[Raw data Boundary: Start]

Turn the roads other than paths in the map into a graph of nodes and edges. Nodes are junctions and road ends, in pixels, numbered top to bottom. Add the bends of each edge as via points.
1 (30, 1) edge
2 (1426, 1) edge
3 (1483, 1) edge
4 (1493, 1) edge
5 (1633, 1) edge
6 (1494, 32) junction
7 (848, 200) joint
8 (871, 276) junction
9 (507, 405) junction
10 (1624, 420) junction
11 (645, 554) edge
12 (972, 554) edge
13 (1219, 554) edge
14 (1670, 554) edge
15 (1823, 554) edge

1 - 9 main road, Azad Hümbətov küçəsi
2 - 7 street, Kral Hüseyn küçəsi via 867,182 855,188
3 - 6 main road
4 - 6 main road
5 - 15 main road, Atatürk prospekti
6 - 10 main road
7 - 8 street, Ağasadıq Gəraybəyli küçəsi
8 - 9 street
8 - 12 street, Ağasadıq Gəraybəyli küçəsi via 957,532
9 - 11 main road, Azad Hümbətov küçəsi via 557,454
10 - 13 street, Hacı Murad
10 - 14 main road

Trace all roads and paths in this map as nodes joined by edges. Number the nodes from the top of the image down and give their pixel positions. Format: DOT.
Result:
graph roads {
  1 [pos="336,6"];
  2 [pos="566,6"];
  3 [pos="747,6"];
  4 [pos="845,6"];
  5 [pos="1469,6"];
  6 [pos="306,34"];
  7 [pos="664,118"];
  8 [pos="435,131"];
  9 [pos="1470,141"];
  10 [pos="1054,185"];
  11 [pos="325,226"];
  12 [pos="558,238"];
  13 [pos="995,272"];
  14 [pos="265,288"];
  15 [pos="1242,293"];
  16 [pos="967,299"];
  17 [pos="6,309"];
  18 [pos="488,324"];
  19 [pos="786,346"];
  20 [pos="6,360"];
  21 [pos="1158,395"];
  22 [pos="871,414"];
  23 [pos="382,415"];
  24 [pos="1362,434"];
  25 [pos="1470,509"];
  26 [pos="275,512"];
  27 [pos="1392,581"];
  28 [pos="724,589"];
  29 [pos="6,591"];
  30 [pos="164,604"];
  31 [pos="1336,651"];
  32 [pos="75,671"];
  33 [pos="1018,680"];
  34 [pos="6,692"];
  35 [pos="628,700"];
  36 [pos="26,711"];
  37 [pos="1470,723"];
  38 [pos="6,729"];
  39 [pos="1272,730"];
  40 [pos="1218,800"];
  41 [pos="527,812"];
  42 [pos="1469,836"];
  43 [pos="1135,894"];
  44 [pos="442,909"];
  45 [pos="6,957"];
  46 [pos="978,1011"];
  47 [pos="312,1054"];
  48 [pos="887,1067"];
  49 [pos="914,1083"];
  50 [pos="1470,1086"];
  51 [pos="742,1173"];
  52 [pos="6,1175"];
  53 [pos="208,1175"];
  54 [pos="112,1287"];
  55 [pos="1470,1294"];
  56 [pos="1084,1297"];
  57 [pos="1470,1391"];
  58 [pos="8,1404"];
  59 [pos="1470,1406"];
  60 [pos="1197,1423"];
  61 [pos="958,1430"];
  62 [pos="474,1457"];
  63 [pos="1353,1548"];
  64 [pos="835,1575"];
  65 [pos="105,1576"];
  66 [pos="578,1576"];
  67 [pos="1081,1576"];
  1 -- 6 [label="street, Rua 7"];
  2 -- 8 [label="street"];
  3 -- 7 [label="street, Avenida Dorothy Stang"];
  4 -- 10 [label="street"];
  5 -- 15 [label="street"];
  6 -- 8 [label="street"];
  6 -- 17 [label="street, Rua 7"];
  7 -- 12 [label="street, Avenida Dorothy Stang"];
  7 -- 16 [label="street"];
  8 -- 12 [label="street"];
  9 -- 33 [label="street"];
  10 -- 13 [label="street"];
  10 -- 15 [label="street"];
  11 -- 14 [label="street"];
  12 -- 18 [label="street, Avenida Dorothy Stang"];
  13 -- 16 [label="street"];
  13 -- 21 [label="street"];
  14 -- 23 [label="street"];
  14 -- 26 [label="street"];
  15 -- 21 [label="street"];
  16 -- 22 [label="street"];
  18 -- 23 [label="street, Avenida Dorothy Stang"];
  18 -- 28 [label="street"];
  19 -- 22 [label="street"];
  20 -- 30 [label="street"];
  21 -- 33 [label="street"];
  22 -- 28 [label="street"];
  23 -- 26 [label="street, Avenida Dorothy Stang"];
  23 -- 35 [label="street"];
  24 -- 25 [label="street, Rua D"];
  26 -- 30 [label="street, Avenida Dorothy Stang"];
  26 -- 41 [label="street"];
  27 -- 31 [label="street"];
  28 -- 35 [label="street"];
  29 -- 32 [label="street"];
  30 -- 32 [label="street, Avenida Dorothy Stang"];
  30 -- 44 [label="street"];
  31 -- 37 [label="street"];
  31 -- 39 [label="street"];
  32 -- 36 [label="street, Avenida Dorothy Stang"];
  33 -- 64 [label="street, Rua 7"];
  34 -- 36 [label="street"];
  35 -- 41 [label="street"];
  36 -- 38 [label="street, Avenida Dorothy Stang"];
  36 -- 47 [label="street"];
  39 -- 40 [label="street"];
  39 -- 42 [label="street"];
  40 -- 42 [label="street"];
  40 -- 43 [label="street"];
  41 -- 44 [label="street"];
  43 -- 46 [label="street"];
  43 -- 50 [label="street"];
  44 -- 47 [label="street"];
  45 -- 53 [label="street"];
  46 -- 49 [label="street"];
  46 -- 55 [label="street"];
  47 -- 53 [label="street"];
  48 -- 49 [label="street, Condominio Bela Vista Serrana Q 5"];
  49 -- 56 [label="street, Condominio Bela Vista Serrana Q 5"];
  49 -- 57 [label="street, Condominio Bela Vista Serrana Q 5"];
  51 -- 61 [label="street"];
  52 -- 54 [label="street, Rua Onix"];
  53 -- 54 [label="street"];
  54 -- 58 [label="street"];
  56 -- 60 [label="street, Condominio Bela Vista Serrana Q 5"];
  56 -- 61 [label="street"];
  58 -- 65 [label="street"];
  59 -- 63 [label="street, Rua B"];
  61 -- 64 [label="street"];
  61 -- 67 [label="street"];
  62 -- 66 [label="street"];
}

[Raw data Boundary: End]
[Raw data Boundary: Start]

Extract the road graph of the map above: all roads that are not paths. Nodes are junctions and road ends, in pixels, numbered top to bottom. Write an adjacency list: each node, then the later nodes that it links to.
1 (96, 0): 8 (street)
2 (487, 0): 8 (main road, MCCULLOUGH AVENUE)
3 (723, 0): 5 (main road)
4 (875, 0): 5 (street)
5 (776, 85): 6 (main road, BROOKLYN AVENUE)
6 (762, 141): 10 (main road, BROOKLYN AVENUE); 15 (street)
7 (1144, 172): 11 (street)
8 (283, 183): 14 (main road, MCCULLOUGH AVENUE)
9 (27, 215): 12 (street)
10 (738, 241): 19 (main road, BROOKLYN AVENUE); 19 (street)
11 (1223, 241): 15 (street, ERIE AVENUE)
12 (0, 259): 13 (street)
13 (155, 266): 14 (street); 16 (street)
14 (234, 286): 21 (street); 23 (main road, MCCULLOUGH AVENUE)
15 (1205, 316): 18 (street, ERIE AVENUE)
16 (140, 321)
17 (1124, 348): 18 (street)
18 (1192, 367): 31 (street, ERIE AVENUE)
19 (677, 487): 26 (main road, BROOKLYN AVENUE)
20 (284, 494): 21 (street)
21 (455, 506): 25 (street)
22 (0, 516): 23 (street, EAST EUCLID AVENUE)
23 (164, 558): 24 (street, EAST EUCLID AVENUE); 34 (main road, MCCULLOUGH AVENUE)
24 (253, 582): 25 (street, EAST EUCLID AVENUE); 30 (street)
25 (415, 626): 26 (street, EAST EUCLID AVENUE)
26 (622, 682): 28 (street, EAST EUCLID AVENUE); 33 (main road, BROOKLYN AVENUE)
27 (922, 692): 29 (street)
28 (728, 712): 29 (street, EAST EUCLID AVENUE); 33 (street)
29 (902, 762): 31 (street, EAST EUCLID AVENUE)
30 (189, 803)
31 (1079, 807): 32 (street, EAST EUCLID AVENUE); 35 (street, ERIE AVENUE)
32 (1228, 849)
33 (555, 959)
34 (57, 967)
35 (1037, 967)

[Raw data Boundary: End]
[Raw data Boundary: Start]

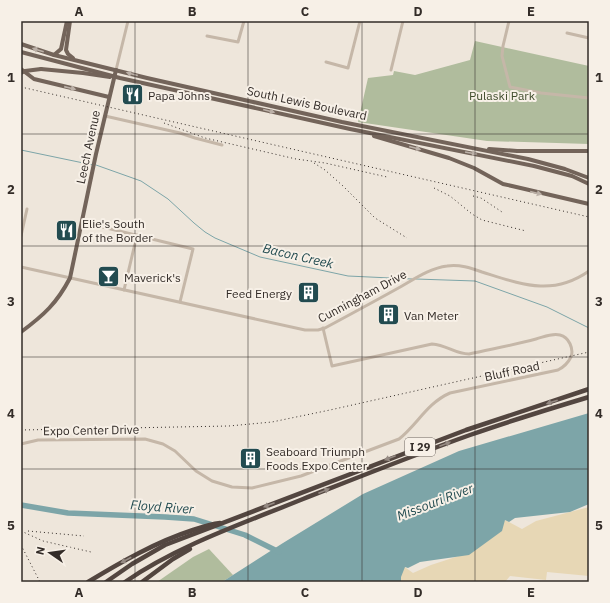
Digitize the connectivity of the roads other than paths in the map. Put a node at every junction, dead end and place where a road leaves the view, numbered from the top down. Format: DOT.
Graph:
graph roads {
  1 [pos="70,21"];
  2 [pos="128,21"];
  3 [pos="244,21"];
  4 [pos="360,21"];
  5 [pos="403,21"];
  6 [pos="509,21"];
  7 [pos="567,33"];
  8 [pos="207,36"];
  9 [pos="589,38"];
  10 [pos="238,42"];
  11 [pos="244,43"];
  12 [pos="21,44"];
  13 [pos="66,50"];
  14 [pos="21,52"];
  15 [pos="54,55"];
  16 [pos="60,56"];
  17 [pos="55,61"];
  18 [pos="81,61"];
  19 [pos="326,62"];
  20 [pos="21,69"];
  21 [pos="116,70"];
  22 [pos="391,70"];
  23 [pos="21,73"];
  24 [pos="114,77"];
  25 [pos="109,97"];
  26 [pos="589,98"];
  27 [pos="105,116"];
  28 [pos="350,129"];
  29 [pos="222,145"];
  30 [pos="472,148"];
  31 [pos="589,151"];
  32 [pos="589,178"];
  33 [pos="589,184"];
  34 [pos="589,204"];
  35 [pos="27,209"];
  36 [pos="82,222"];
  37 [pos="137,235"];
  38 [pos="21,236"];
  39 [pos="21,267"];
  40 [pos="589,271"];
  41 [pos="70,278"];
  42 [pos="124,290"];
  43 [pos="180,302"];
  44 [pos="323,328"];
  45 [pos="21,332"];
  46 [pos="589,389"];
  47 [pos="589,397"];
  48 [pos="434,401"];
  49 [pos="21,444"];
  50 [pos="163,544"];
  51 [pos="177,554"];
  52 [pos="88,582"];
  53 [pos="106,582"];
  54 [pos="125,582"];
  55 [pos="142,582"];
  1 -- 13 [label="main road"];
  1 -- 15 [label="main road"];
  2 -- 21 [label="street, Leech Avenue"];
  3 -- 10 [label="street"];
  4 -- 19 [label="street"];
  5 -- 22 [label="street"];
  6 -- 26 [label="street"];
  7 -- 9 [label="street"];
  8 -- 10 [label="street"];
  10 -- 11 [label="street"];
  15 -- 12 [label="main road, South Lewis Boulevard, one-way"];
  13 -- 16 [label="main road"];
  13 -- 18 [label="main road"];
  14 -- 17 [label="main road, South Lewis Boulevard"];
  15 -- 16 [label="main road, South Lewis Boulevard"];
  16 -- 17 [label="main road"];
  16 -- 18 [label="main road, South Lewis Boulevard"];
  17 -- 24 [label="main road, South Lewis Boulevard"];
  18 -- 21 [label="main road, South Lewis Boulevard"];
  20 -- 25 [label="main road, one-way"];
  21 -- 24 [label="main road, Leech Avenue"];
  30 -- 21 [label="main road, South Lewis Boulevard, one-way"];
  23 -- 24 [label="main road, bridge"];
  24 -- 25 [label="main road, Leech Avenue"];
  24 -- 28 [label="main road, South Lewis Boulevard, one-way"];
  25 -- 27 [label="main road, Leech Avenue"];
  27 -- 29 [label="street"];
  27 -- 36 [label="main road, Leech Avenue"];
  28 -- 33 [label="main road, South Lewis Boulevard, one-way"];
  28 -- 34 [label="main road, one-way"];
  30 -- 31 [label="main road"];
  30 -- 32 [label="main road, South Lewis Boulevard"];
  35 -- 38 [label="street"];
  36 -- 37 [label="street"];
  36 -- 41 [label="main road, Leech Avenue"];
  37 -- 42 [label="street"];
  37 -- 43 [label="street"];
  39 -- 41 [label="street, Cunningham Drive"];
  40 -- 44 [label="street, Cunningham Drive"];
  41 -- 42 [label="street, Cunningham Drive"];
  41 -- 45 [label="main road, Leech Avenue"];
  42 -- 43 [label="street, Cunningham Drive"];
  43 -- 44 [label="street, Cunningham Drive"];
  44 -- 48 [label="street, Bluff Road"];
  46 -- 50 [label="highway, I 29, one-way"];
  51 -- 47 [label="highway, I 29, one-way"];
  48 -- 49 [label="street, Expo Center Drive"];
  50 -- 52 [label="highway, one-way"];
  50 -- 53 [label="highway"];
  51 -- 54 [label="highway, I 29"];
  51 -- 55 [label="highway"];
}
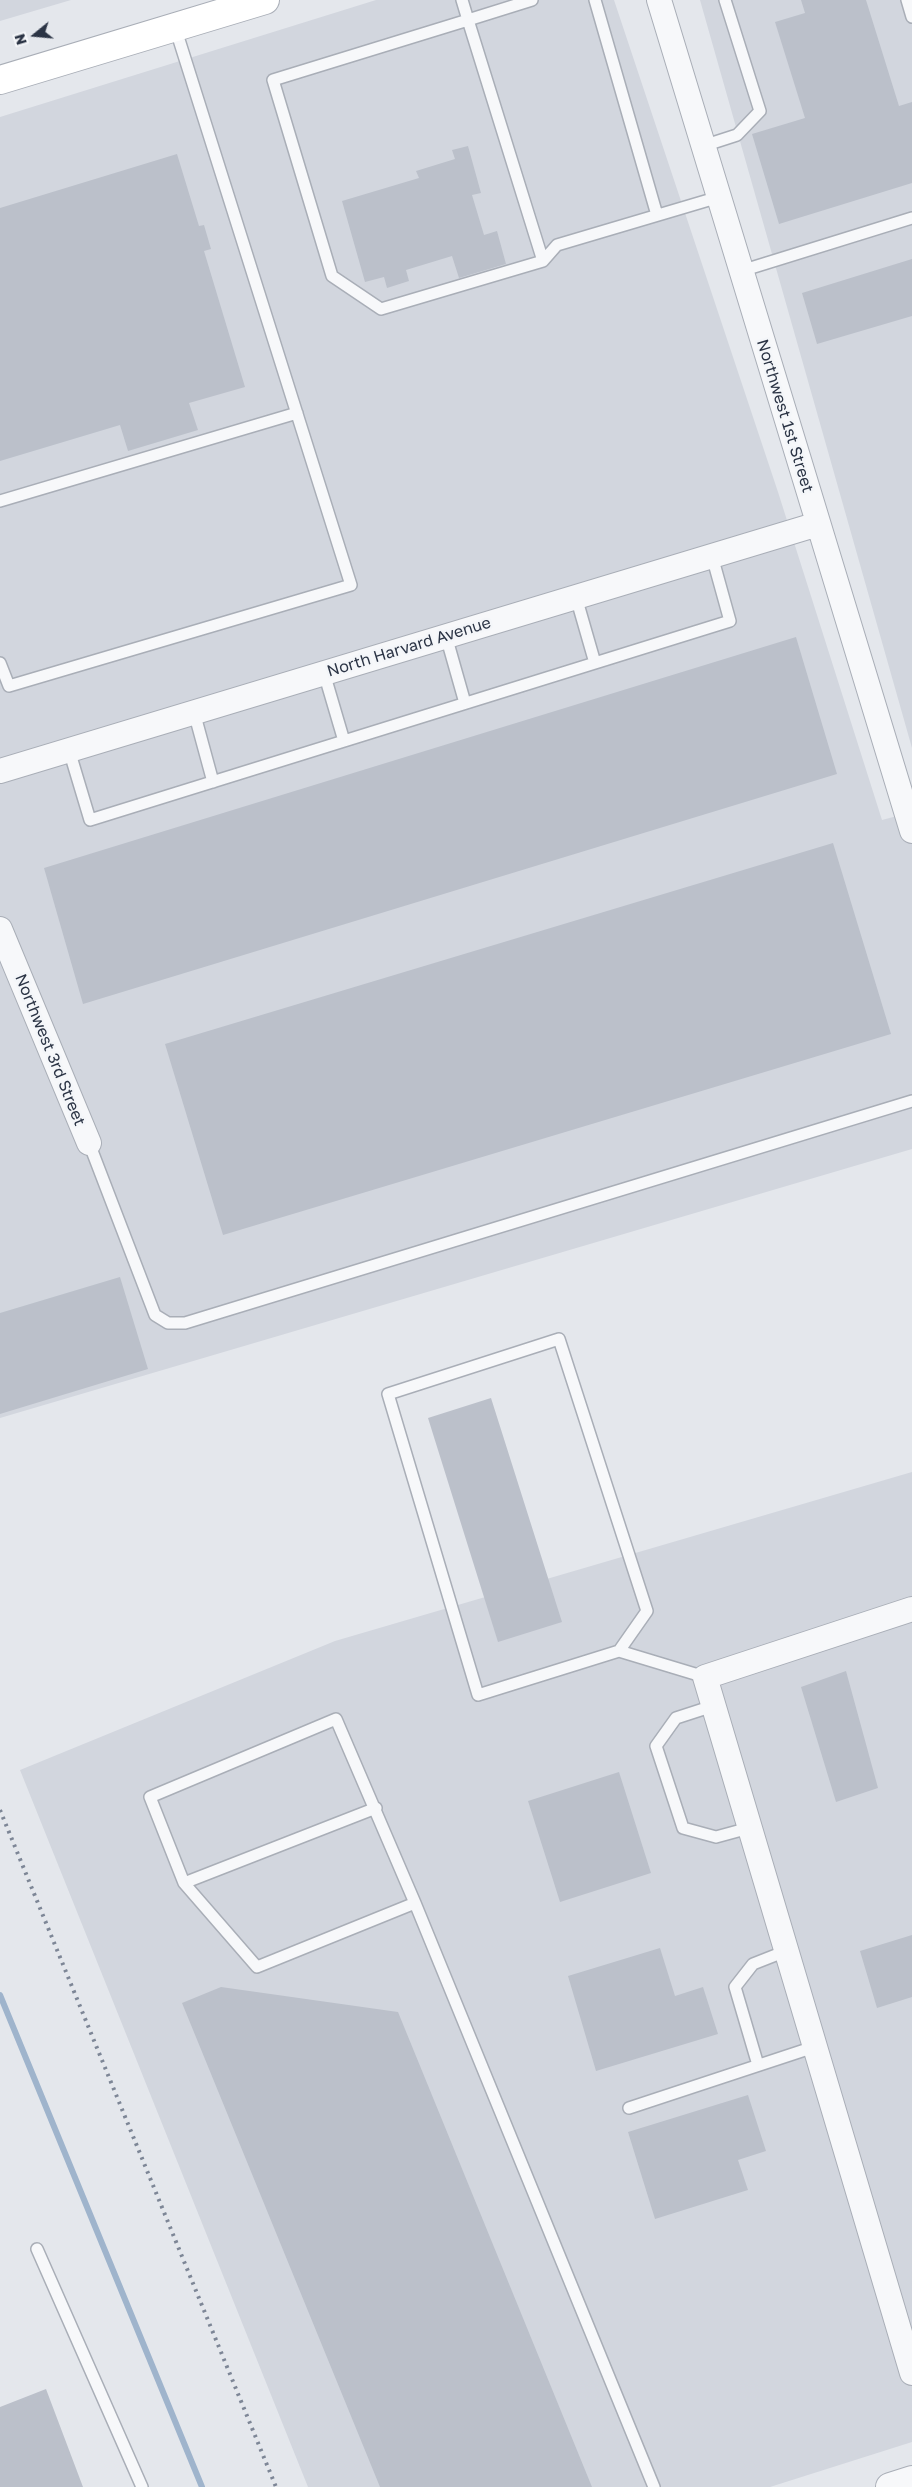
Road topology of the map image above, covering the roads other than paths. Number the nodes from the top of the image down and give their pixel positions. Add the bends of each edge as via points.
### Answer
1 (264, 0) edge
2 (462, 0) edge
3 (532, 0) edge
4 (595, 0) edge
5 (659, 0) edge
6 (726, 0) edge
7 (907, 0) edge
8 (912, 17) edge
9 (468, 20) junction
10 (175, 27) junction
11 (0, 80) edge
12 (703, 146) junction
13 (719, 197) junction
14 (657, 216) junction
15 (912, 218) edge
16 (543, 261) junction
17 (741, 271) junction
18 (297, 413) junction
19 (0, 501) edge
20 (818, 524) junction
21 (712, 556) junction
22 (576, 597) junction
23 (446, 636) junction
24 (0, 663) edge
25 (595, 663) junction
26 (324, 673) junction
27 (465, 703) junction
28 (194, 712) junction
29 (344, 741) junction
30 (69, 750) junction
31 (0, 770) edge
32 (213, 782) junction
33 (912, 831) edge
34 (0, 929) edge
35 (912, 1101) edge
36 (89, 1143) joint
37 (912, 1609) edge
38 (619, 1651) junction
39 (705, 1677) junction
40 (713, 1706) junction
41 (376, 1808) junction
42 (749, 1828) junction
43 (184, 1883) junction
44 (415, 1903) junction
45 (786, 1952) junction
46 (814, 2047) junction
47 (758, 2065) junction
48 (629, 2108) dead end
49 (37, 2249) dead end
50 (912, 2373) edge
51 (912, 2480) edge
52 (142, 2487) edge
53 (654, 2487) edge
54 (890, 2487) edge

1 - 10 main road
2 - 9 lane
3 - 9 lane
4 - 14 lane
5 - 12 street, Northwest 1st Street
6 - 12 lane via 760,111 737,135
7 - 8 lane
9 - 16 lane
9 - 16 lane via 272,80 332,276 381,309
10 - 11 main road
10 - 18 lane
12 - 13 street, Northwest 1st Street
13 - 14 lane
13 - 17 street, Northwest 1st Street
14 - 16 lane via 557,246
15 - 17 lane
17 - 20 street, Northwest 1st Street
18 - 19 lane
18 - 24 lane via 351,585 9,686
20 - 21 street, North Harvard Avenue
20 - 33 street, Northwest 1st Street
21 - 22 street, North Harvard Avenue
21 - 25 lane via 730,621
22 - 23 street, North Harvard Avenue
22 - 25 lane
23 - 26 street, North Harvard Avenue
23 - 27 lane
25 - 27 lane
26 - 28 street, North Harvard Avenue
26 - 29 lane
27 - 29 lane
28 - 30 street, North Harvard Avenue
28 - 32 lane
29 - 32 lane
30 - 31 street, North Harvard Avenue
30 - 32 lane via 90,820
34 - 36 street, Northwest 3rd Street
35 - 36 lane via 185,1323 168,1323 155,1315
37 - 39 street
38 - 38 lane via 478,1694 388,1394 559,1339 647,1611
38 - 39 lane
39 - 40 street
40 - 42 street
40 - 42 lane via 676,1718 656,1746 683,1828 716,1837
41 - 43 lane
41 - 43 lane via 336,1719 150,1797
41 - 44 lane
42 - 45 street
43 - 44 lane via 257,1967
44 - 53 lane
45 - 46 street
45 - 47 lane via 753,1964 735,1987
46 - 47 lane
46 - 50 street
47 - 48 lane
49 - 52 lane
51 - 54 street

[Raw data Boundary: End]

» **Work item**
Return each line of the data that contains the string "Leech".

» **Exercise response**
  2 -- 21 [label="street, Leech Avenue"];
  21 -- 24 [label="main road, Leech Avenue"];
  24 -- 25 [label="main road, Leech Avenue"];
  25 -- 27 [label="main road, Leech Avenue"];
  27 -- 36 [label="main road, Leech Avenue"];
  36 -- 41 [label="main road, Leech Avenue"];
  41 -- 45 [label="main road, Leech Avenue"];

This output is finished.